Türkiye Cumhuriyeti’nin kuruluşu, bu zamanda Türk Milleti’nin bu koşuda, hatta yarışta, ‘Ben de varım!’ demesinin en güçlü haykırışı oldu. Bu sayede ülkede fabrikaların sayısı hızla arttı ve halkın başını çektiği bir sektör halini alabildi. Türkiye, bir iki üniversitesi olan bir ülkeyken bundan 20 sene sonra kendi uçaklarını üretip ihraç edebilecek bir ülkeye dönüşebildi. Yurtdışına gönderip birer kıvılcım olan gençleri Türkiye’ye döndüğünde alevlenmişlerdi ve bu kıvılcımlar ülkenin her tarafından geliyordu: Ekrem Akurgal, Sedat Alp ve İhsan Ketin bu kıvılcımların en güzel örneklerindendi. Akurgal, Hayfa halen Osmanlı toprağı iken orada görevli İstanbullu bir devlet memurunun çocuğu olarak dünyaya gelmiş, Ketin Kayseri’de bir hademenin oğlu olarak, Alp de Rumeli’de Karaferyeli bir göçmen ailenin çocuğu olarak dünyaya gelmiş. Üçü de Cumhuriyet’in yarattığı kapsayıcı ve ilerici inkılap ve politikalar sayesinde yeteneklerini keşfedip kendilerini birer aleve dönüştürme fırsatı ve heyecanı bulabildiler. Bir diğer taraftan, Türk Milleti Türkiye Cumhuriyeti’nin kurulmasıyla orta çağdan süregelen fikirlere hapsolmuş bir şekilde ülke nüfusunun yarısını, yani kadınlarını, insan olarak dahi görmeyen bir millet olmaktan tüm bireylerini evrensel insanî değerlerle kucaklayabilen bir millete dönüştü. Bunun neticesinde havacılık tarihinin ilk kadın pilotu bir Türk oldu! Türkiye Cumhuriyeti doğanın kurallarını daha iyi anlayarak hem daha hümanist hem de uluslararası arenada daha kompetan bir ülke halini aldı.

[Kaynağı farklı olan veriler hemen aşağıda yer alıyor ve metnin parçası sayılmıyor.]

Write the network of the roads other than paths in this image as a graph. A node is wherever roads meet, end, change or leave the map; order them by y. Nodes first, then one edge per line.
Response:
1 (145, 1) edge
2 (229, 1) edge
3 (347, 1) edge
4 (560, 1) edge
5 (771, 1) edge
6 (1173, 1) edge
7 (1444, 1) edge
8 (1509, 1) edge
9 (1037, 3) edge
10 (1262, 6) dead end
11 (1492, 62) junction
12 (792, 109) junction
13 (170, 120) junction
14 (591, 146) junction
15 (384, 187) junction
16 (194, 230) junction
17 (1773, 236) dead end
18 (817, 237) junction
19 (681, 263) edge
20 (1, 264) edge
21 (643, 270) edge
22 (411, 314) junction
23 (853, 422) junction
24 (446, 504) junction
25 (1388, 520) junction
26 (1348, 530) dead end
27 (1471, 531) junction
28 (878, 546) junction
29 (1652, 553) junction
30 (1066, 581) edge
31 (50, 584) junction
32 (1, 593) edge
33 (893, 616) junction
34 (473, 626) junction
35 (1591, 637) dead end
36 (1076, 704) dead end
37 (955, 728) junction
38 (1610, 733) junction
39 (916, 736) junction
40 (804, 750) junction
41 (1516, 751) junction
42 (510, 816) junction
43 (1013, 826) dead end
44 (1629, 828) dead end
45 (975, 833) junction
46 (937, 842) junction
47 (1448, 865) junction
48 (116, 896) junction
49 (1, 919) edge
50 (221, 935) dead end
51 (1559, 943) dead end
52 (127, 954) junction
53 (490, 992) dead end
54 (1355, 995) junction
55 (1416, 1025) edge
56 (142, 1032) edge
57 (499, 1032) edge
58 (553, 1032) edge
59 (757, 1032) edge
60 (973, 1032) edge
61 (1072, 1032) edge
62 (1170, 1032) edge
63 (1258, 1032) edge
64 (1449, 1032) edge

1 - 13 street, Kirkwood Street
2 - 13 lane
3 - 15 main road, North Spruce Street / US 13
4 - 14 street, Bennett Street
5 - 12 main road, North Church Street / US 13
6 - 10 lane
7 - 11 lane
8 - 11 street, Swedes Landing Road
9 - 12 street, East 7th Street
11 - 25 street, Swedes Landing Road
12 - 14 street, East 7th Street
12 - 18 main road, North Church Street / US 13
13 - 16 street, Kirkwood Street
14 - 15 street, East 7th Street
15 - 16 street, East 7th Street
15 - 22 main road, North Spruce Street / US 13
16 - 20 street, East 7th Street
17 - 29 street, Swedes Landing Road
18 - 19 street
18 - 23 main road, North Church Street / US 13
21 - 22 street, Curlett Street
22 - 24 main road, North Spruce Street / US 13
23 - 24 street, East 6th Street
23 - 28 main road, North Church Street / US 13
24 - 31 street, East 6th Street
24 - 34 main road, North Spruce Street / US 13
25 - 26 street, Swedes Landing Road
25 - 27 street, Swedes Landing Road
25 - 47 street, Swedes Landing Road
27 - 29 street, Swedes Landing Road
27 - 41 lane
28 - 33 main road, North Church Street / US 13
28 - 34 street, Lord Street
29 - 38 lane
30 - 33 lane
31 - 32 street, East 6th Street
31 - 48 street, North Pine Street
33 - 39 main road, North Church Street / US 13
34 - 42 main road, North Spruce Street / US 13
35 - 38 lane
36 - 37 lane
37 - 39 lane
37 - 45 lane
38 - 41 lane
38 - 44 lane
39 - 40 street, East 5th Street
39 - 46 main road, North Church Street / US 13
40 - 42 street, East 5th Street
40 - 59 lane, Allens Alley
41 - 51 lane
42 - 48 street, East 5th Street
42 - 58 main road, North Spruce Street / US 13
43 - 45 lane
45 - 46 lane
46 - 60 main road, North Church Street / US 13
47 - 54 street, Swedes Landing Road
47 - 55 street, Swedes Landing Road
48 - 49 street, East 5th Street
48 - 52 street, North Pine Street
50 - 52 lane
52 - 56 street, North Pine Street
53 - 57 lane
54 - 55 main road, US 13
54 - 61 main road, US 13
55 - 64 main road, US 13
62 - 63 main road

Türkiye Cumhuriyeti’nin kurulmasıyla tarihimiz de bambaşka bir türde yazılabilir hale geldi. Bugüne kadar fetihlerimiz ve kurduğumuz devletlerle anlattığımız tarihimizi artık adım adım bilim, teknoloji ve sanat alanında yarattığımız ürünlerimiz, geliştirdiğimiz fikirlerimiz ve keşiflerimizle yazmaya ve yazabilmeye başlıyoruz. İyisiyle kötüsüyle üniversitelerimiz dünyadaki gelişmelere katkıda bulunmaya başladı. 50’li yıllardan itibaren İTÜ gibi kurumlarımızın eğitim dünyanın lideri üniversitelerden MIT gibi yerlerde inanılmaz saygı görebildi. Evet, cumhuriyet tarihimiz dahi inişli çıkışlı bir eğilim izlese de bahsettiğim alanlarda dünyada ses getirebilme kabiliyeti kazandık.

Benim için Cumhuriyet işte budur: toplumun tamamına insanlık adına iyi şeyler yapabilme fırsatı veren, tüm bireylerine insancıl yaşama fırsatı tanıyan ve insan medeniyetine katkılarıyla tarihini anlatan bir yönetim ve yaşam sistemi. Artık beşerî evrimimizde bu noktaya geldik. Cumhuriyetle beraber, kendi hikayemizi, kurduğumuz devletler ve onların başındaki hükümdarlar üzerinden değil, geliştirdiğimiz teknolojiler, yaptığımız keşifler, ürettiğimiz yeni düşünceler ve yarattığımız sanatsal değerlerimizle anlatabilir hale gelme fırsatımız çok daha kuvvetli. İkonlaştırdığımız insanlar yerine insanlığı konuşalım ve onu hem yaşatıp hem de geliştirelim. Tarihimizi ve hikayemizi de böyle anlatalım.

Bu vesileyle Türkiye Cumhuriyeti’nin kurucusu, Başöğretmen Mustafa Kemal Atatürk ve hem silah arkadaşlarını hem de Türkiye’nin bilim, teknoloji ve sanat alanında gelişmesine katkıda bulunan tüm arkadaşlarını rahmet ve minnetle anıyorum.